Finsbury Growth & Income has a highly concentrated portfolio of mainly UK stocks aiming to achieve capital and income growth in excess of that produced by the FTSE All-Share.
Fund manager Nick Train, a major shareholder in the trust, ignores the benchmark entirely - investing in companies which he believes will perform well regardless of their weighting in the index. The trust tends to invest in companies which have shown themselves to be resilient over various cycles and exhibit steady earnings growth over the long term.
He runs a highly-concentrated portfolio which currently stands at just 25 stocks and Nick is well known for his very long-term, low-turnover approach. For example, the most recent addition to the portfolio was Manchester United last summer, and prior to this he had only added one new stock to the portfolio over the past four years.
This, along with his focus on high quality, cash generative companies with strong franchises means his portfolio is highly differentiated to his peers in the AIC UK Equity Income sector.
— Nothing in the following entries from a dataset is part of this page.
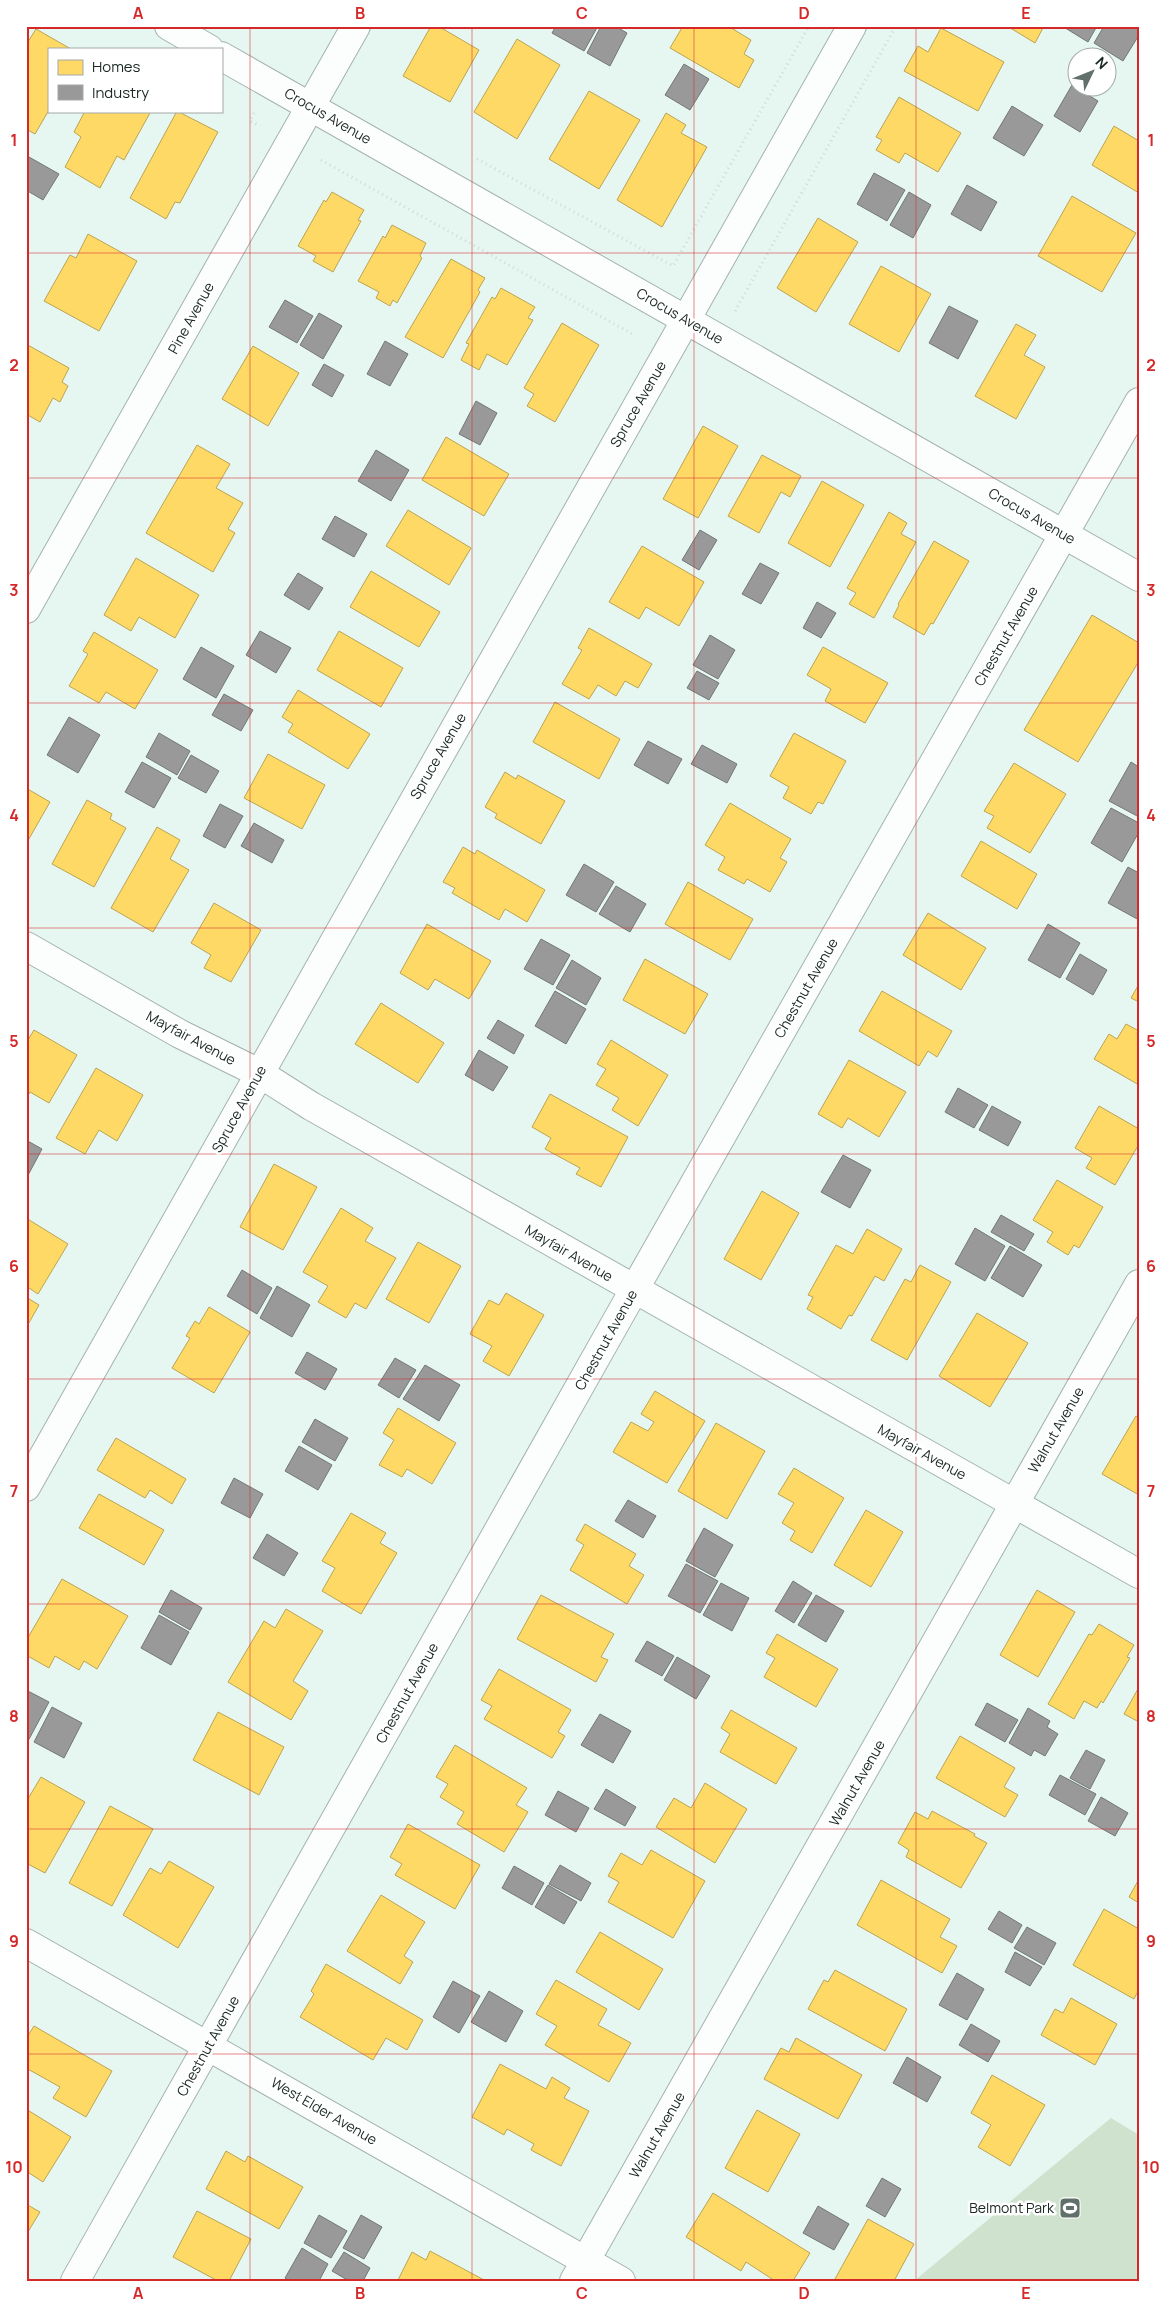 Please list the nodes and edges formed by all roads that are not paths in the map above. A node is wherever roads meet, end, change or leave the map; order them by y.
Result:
1 (169, 26) edge
2 (356, 26) edge
3 (852, 26) edge
4 (207, 48) edge
5 (222, 57) edge
6 (311, 106) junction
7 (686, 320) junction
8 (1139, 402) edge
9 (1064, 534) junction
10 (1139, 577) edge
11 (26, 609) edge
12 (26, 946) edge
13 (259, 1073) junction
14 (1139, 1284) edge
15 (634, 1290) junction
16 (26, 1487) edge
17 (1014, 1504) junction
18 (1139, 1574) edge
19 (26, 1943) edge
20 (208, 2046) junction
21 (580, 2270) edge
22 (75, 2281) edge
23 (621, 2281) edge

1 - 4 street
2 - 6 street, Pine Avenue
3 - 7 street, Spruce Avenue
5 - 6 street, Crocus Avenue
6 - 7 street, Crocus Avenue
6 - 11 street, Pine Avenue
7 - 9 street, Crocus Avenue
7 - 13 street, Spruce Avenue
8 - 9 street, Chestnut Avenue
9 - 10 street, Crocus Avenue
9 - 15 street, Chestnut Avenue
12 - 13 street, Mayfair Avenue
13 - 15 street, Mayfair Avenue
13 - 16 street, Spruce Avenue
14 - 17 street, Walnut Avenue
15 - 17 street, Mayfair Avenue
15 - 20 street, Chestnut Avenue
17 - 18 street, Mayfair Avenue
17 - 21 street, Walnut Avenue
19 - 20 street, West Elder Avenue
20 - 21 street, West Elder Avenue
20 - 22 street, Chestnut Avenue
21 - 23 street, West Elder Avenue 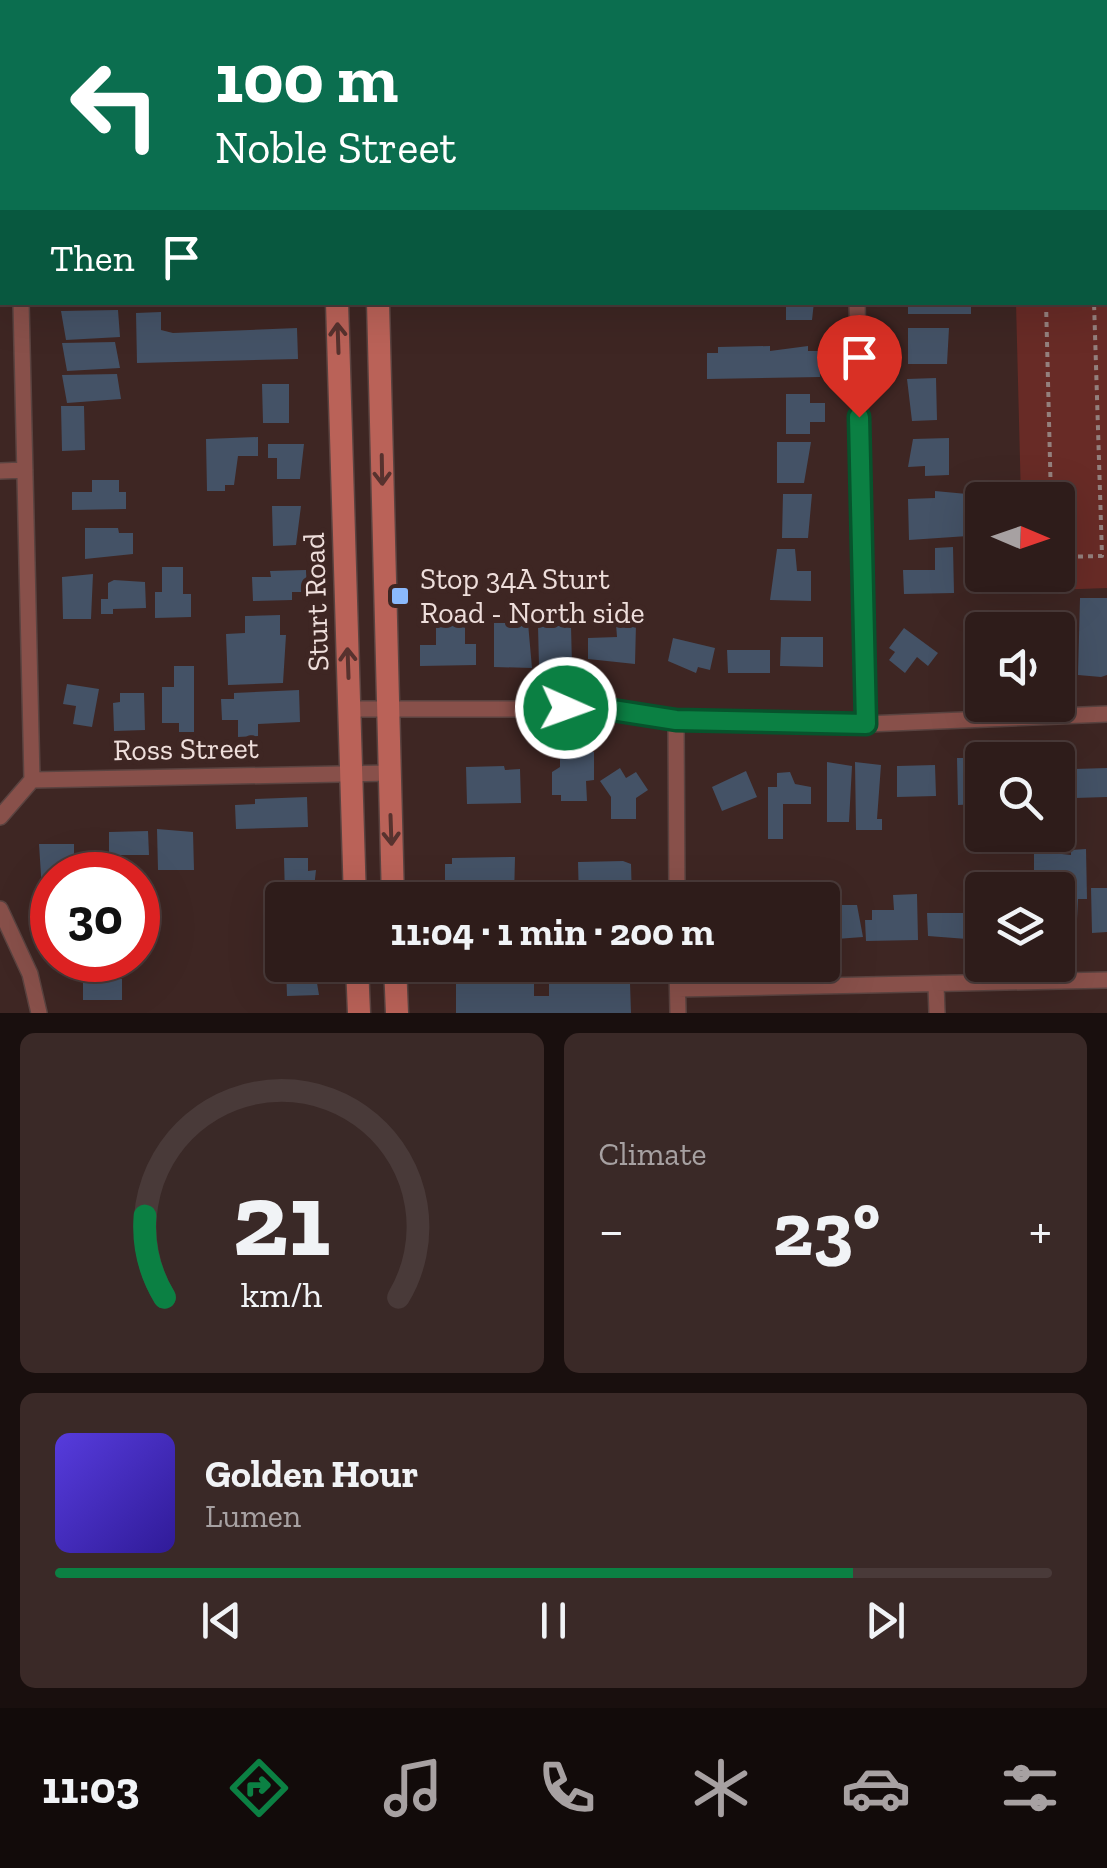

Over the past five years (to the end of May) the trust has delivered an NAV return
of 90.6%, beating the AIC UK Equity Income sector by a considerable margin and doubling the returns of the FTSE All Share. It’s returns over the longer term have been equally as strong, with the trust having beaten the index in nine out of the past ten calendar years.
Finsbury Growth & Income has a rigorous discount control mechanism. Strong demand for the shares has allowed the board to raise c.£70m of assets over the course of 2017.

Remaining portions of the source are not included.